Well, Christopher, we've all had a year to process your departure and what it means.  A year to accept that you're really gone.  Twelve months to convince ouselves that you are in 'a better place'.  Three hundred and sixty-five sunrises knowing you won't be here to share another day, to be a son and uncle and brother, nephew and friend.  Just as many sunsets reflecting on how much we all miss you and wishing for just ONE MORE DAY.  In everything we do, you are there.

Please Chris, send your broken family some love and some positivity.  We all grieve deeply, but in our own individual ways.  The thing that I miss most is the laughter.  The gravitation toward  comedy, even when things looked bleak.  We always shared sarcasm and black humor.  You always made me laugh at myself when I needed to.  I want to hear you burst out laughing SO BADLY.  Mostly, I want this past year to be a nightmare I awaken from to find out that everything's ok.

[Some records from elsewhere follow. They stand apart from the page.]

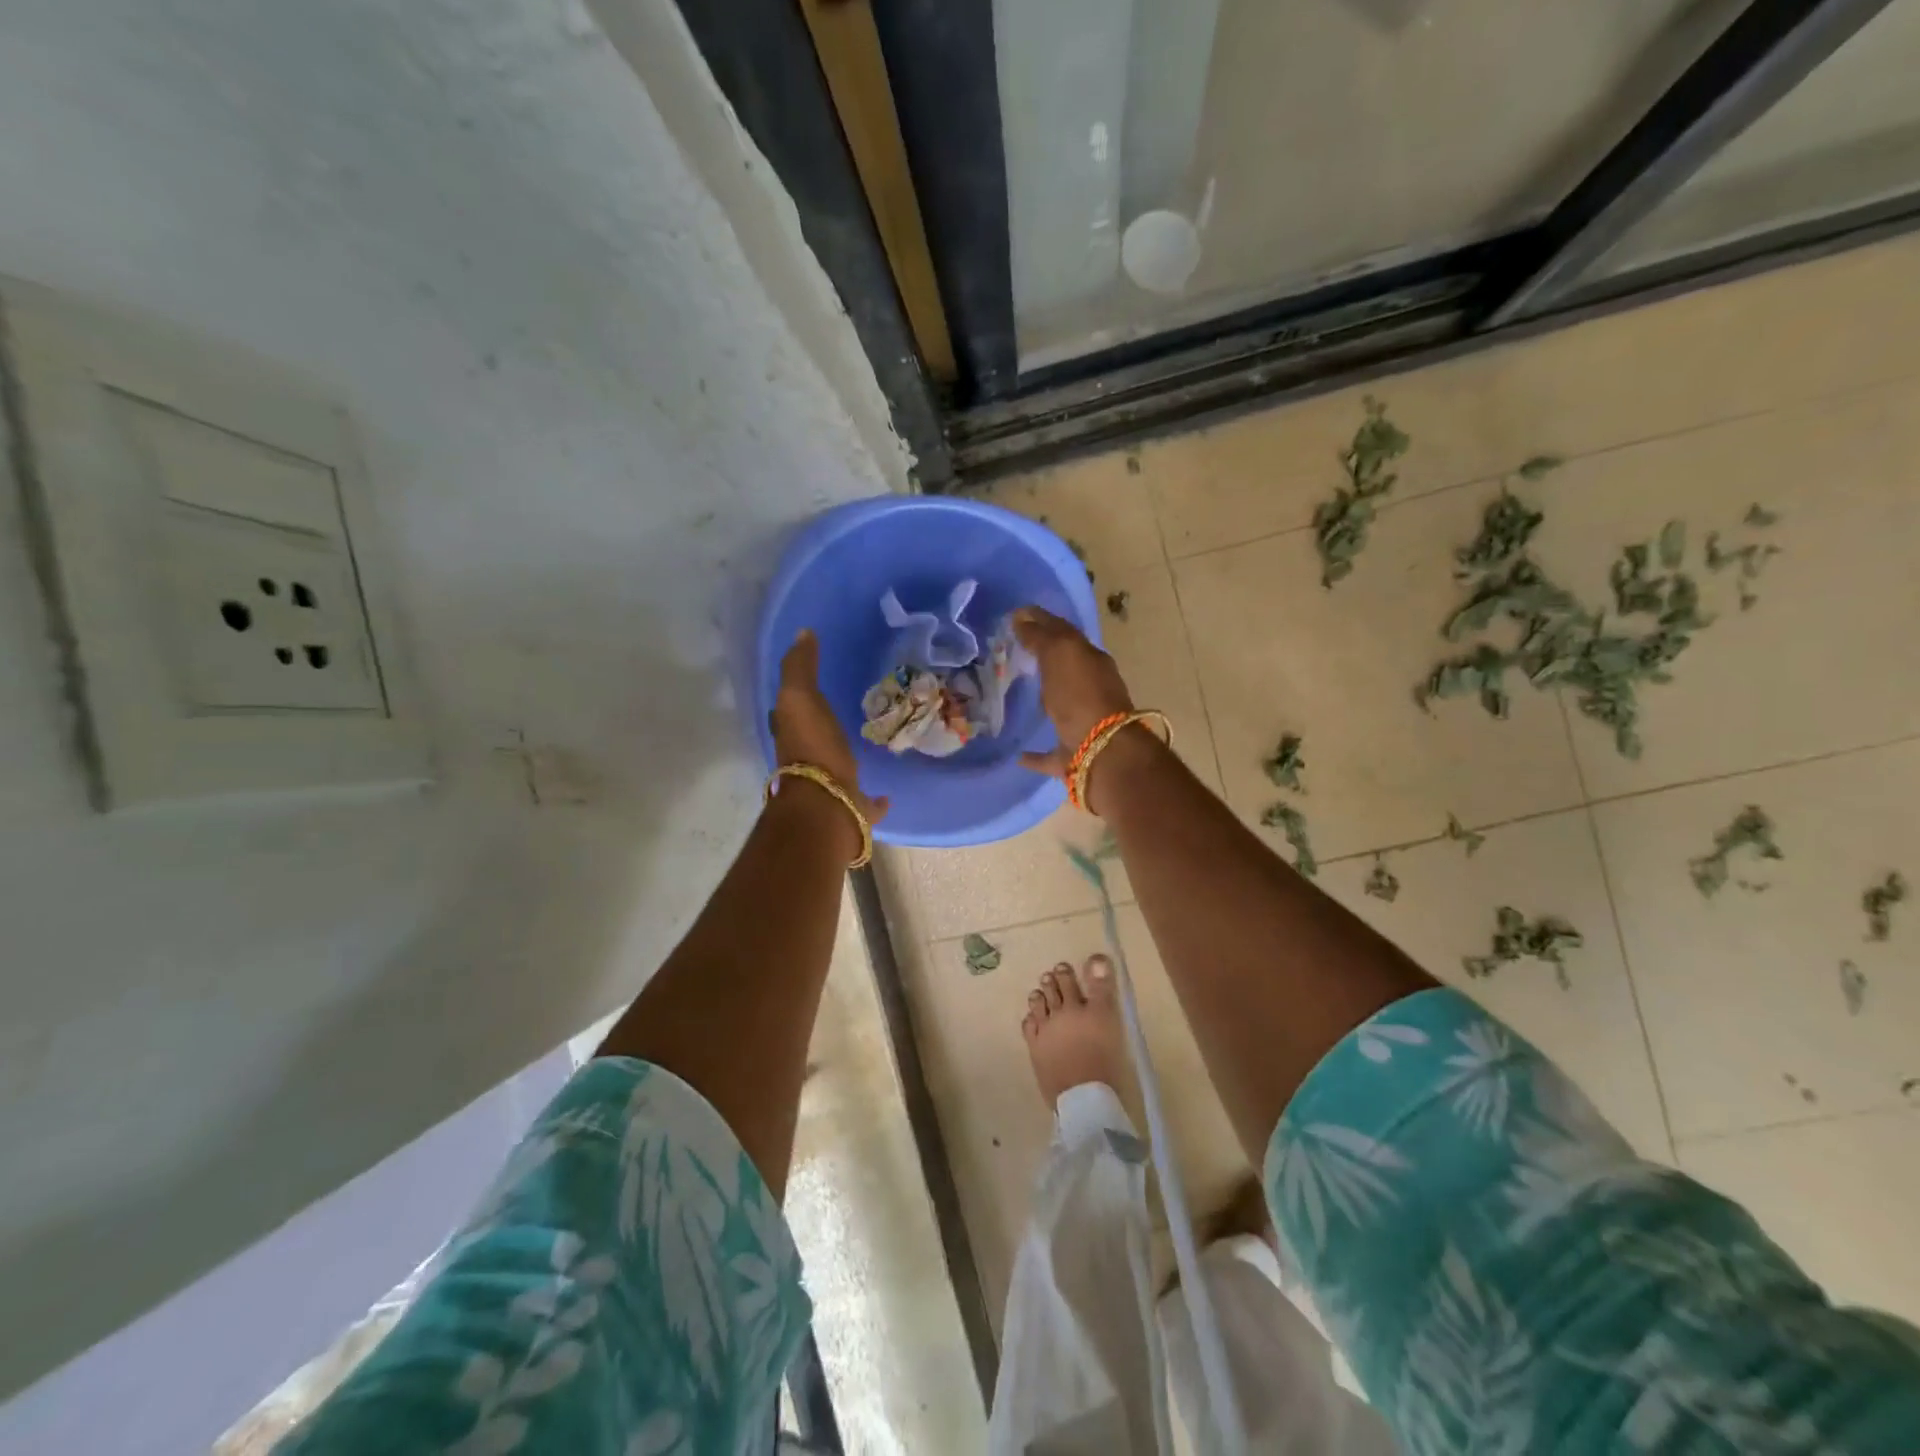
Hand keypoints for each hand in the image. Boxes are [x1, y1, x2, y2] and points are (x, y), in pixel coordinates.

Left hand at [770, 629, 887, 824]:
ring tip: (868, 747)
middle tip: (845, 711)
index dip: (797, 694)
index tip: (814, 681)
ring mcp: (828, 787)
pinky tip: (887, 795)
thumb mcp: (800, 697)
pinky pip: (864, 801)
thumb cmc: (813, 747)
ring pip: (837, 768)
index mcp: (792, 734)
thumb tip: (803, 634)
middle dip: (823, 727)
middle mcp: (805, 761)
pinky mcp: (851, 808)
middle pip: (812, 738)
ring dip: (846, 758)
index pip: (789, 710)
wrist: (827, 804)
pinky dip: (874, 799)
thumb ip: (800, 667)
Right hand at [1010, 606, 1134, 778]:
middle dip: (1044, 659)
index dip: (1040, 621)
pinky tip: (1018, 755)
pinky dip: (1035, 753)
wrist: (1103, 752)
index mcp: (1091, 661)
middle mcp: (1091, 690)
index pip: (1063, 633)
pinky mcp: (1072, 757)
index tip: (1014, 616)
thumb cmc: (1081, 696)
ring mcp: (1084, 725)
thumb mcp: (1060, 654)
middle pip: (1065, 669)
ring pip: (1061, 708)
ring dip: (1044, 701)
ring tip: (1017, 695)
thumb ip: (1041, 636)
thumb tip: (1022, 618)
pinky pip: (1051, 753)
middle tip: (1012, 651)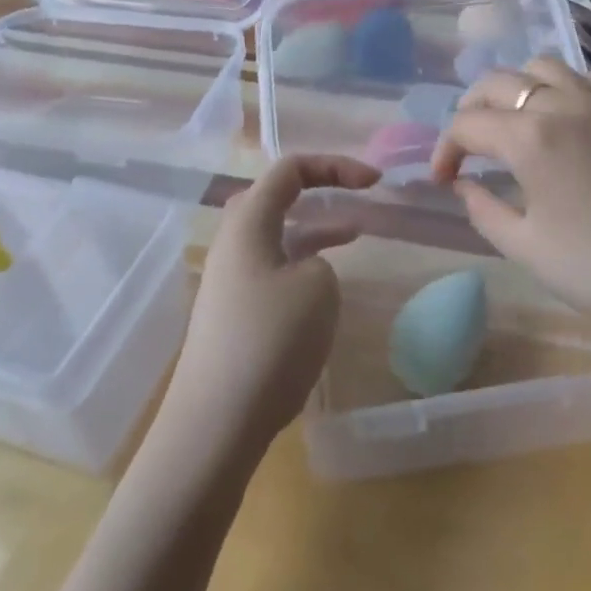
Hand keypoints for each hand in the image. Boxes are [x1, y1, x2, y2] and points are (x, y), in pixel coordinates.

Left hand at [164, 154, 380, 450]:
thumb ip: (320, 260)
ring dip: (315, 227)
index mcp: (248, 222)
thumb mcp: (317, 286)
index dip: (335, 166)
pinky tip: (326, 285)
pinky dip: (303, 263)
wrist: (215, 424)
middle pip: (275, 196)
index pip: (290, 169)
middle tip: (356, 194)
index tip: (374, 182)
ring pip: (277, 235)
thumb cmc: (270, 341)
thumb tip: (306, 271)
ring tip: (355, 232)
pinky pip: (274, 268)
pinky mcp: (234, 314)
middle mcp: (233, 243)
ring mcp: (230, 280)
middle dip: (318, 188)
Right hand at [430, 57, 590, 343]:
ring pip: (544, 65)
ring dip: (517, 86)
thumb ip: (483, 209)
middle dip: (471, 108)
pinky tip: (567, 113)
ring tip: (514, 118)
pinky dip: (566, 86)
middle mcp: (561, 105)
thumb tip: (463, 184)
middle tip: (468, 144)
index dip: (446, 150)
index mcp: (528, 138)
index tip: (444, 180)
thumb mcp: (525, 248)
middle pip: (498, 82)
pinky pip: (590, 78)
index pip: (467, 124)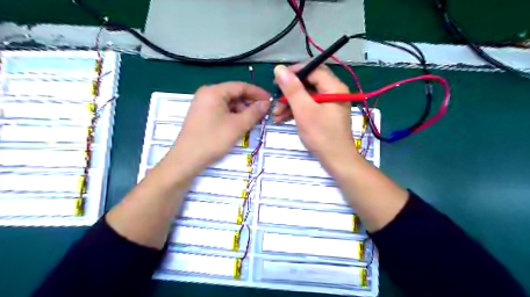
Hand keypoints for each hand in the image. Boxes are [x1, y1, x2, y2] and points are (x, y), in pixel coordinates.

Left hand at [168, 82, 268, 178]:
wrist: (187, 159)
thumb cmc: (213, 140)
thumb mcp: (237, 126)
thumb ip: (254, 112)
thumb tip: (266, 103)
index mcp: (214, 91)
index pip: (241, 86)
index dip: (257, 93)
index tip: (270, 101)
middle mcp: (207, 94)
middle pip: (234, 94)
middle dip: (250, 103)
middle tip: (263, 114)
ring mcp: (203, 104)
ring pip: (229, 103)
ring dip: (242, 111)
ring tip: (252, 123)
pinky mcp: (202, 114)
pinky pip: (222, 110)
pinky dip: (233, 116)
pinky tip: (240, 126)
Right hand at [274, 64, 354, 170]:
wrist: (336, 160)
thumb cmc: (321, 135)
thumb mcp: (304, 111)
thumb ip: (292, 89)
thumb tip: (279, 69)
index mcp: (334, 87)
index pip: (313, 69)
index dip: (294, 72)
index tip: (277, 80)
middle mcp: (334, 92)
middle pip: (309, 83)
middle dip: (290, 91)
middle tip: (275, 100)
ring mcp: (330, 104)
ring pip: (307, 96)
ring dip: (290, 103)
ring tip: (275, 114)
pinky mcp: (325, 114)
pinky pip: (309, 106)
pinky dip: (296, 111)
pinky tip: (282, 119)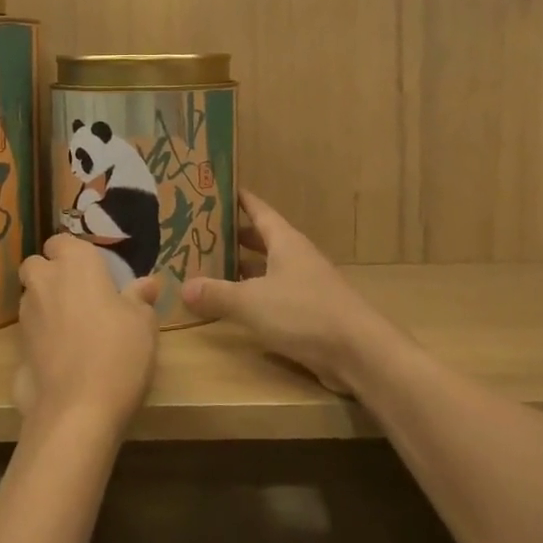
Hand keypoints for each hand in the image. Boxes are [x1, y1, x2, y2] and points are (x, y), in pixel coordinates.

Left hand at [15, 236, 159, 439]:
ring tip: (73, 329)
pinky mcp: (16, 350)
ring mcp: (26, 317)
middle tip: (79, 296)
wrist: (78, 410)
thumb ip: (140, 298)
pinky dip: (41, 339)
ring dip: (45, 306)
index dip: (74, 254)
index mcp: (75, 264)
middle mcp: (44, 282)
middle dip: (50, 274)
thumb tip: (146, 283)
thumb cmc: (118, 352)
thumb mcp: (143, 323)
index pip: (62, 241)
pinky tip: (63, 358)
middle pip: (36, 266)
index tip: (94, 271)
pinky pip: (30, 333)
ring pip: (30, 299)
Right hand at [182, 191, 410, 394]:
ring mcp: (307, 286)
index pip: (260, 211)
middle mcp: (297, 258)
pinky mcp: (311, 313)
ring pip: (269, 269)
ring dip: (244, 268)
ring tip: (212, 267)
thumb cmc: (304, 313)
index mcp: (286, 242)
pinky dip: (256, 296)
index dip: (240, 200)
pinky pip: (276, 296)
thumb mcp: (252, 302)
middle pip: (263, 240)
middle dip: (236, 236)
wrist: (359, 352)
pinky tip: (237, 307)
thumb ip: (217, 294)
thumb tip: (183, 287)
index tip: (218, 190)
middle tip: (203, 233)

One year ago, almost to the HOUR, I got the phone call that changed all of our lives forever.  Since then, we've all been to hell and are fighting to make our way back to a life significantly diminished without you.  I can honestly say that I am not afraid of death anymore, because it's the means by which we'll reunite.  Nightly, I look up at the stars and feel you there, so vast and free, so mysterious and calm.  I want to believe that you are happy now.  Are you?

I want to tell you that despite the tears that flow endlessly, if you are happy and 'at home' now, then I'll be happy for you.  I'll NEVER stop loving or missing you.  It's very important to me that YOU know, along with everyone else, that your LIFE WAS SO MUCH LARGER, SO MUCH MORE than your death or the circumstances surrounding it.  Your legacy will NEVER be overshadowed by your sudden departure.  I know who you were/are - you are loyal beyond measure, you are FIERCE.  You are a friend.  You are the champion of the underdog, the defender of the defenseless.  You are charming and clever and witty.  You love the innocence of little children.  You hate injustice.  You become blinded to a person's faults when you love them.  You'd have done ANYTHING for me or my kids, regardless of consequence.  You are a sensitive, considerate, beautiful being that this world needs MORE of.  Every time I think of you, I remember the crazy little guy pushing all of dad's buttons, and then of the handsome nurse that loved his babies with exceptional depth.  Oh, how I miss you SO.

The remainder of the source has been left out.